### Task requirements:
In the entries below, identify every line with the string "lane" and copy it.

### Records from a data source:
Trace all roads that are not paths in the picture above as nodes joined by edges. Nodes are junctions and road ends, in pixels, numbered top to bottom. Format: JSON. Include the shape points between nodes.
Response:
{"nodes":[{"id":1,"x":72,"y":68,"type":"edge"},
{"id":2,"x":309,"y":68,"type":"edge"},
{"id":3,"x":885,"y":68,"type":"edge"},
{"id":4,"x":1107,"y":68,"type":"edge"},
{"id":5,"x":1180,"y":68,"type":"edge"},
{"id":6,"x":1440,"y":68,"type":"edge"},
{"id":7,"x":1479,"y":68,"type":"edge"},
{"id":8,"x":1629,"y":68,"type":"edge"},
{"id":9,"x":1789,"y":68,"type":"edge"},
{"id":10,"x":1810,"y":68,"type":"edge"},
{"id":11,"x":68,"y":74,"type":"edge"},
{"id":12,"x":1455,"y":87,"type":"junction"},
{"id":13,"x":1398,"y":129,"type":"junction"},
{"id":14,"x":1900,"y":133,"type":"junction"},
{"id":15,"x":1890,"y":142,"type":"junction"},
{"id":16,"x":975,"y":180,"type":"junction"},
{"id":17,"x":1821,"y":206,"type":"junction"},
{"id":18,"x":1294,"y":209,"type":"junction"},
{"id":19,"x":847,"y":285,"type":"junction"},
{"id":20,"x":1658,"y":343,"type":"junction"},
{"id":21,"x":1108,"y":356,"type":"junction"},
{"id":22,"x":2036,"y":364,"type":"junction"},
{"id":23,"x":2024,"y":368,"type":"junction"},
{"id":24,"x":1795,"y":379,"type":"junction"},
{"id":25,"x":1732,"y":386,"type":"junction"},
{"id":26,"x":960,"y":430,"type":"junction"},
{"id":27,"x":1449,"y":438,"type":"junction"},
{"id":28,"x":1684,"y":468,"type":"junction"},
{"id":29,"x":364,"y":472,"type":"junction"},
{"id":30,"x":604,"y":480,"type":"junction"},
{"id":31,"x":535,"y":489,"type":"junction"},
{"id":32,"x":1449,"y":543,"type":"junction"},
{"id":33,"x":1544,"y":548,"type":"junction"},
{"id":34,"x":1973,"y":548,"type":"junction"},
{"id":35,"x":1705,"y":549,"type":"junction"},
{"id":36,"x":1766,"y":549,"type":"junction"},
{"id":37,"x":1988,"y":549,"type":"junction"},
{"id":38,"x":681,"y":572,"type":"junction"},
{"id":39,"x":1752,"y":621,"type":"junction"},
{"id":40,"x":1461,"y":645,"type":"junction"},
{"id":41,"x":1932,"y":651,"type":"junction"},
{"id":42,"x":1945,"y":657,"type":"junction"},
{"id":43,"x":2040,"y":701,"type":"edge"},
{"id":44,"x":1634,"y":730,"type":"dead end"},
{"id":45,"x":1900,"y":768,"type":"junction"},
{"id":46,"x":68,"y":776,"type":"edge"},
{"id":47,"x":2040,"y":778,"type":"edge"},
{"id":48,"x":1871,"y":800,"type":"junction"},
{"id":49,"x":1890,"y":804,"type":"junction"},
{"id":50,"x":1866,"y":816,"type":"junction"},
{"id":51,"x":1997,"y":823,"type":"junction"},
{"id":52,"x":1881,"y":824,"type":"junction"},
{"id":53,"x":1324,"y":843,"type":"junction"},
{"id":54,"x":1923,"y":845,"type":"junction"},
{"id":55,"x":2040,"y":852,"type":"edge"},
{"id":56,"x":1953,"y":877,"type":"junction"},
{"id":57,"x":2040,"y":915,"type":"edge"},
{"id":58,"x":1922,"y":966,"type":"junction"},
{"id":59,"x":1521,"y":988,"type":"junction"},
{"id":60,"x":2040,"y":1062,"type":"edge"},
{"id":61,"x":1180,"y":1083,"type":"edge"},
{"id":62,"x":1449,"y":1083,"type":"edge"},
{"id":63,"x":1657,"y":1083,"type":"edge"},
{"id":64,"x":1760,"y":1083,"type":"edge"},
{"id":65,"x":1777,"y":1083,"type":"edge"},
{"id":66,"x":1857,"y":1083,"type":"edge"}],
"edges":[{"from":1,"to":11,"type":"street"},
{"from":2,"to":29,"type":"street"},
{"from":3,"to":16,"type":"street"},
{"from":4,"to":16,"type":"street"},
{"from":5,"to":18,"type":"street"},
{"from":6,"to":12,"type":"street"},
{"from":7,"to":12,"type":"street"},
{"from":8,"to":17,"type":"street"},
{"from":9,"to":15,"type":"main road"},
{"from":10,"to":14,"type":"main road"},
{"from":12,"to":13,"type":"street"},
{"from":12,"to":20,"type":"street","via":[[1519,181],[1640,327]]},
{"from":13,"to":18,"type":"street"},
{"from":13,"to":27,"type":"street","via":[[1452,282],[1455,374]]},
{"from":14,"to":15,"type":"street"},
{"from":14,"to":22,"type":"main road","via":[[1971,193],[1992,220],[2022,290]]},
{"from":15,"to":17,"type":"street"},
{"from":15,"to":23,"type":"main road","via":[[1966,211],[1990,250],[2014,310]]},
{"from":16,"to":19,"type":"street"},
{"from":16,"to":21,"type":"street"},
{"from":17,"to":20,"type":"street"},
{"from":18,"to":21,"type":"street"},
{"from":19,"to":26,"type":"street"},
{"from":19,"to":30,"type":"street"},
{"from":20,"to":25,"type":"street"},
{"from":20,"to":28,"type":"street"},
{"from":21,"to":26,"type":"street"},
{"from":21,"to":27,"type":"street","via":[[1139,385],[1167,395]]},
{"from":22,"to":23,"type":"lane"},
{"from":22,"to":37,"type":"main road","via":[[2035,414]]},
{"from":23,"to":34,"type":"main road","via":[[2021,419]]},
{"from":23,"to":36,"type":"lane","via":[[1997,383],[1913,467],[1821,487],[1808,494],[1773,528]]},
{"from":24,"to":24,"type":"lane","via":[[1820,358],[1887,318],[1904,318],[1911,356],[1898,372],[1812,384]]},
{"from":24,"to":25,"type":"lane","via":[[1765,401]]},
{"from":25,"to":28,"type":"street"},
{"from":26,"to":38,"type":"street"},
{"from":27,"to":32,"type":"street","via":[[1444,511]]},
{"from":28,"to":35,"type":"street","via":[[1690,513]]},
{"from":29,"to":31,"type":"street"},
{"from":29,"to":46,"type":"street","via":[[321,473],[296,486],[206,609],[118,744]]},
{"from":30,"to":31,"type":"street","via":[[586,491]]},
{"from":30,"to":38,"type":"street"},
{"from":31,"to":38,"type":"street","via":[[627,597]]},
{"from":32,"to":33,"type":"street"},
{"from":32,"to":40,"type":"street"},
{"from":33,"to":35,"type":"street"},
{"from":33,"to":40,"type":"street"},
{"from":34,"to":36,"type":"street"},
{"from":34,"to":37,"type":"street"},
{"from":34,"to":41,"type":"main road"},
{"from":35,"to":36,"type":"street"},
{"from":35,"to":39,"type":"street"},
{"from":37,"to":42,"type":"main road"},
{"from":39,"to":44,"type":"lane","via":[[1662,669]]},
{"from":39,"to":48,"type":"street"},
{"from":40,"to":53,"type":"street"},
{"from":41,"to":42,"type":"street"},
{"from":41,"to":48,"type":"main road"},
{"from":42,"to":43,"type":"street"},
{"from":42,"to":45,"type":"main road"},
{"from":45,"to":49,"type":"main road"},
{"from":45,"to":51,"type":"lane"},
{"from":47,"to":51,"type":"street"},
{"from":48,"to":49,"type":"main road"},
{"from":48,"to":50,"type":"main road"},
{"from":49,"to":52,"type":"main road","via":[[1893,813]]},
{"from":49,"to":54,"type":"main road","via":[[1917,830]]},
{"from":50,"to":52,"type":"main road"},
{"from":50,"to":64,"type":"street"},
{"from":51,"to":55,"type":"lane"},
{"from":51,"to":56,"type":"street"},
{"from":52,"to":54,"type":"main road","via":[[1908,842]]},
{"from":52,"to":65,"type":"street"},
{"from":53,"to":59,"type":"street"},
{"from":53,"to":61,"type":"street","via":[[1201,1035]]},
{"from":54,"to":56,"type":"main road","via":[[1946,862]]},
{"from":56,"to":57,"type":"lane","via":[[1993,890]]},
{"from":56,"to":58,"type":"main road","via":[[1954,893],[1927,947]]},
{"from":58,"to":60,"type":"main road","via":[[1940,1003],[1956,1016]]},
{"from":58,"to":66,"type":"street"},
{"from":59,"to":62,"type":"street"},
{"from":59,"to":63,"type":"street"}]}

### Solution for this exercise:
{"from":22,"to":23,"type":"lane"},
{"from":23,"to":36,"type":"lane","via":[[1997,383],[1913,467],[1821,487],[1808,494],[1773,528]]},
{"from":24,"to":24,"type":"lane","via":[[1820,358],[1887,318],[1904,318],[1911,356],[1898,372],[1812,384]]},
{"from":24,"to":25,"type":"lane","via":[[1765,401]]},
{"from":39,"to":44,"type":"lane","via":[[1662,669]]},
{"from":45,"to":51,"type":"lane"},
{"from":51,"to":55,"type":"lane"},
{"from":56,"to":57,"type":"lane","via":[[1993,890]]},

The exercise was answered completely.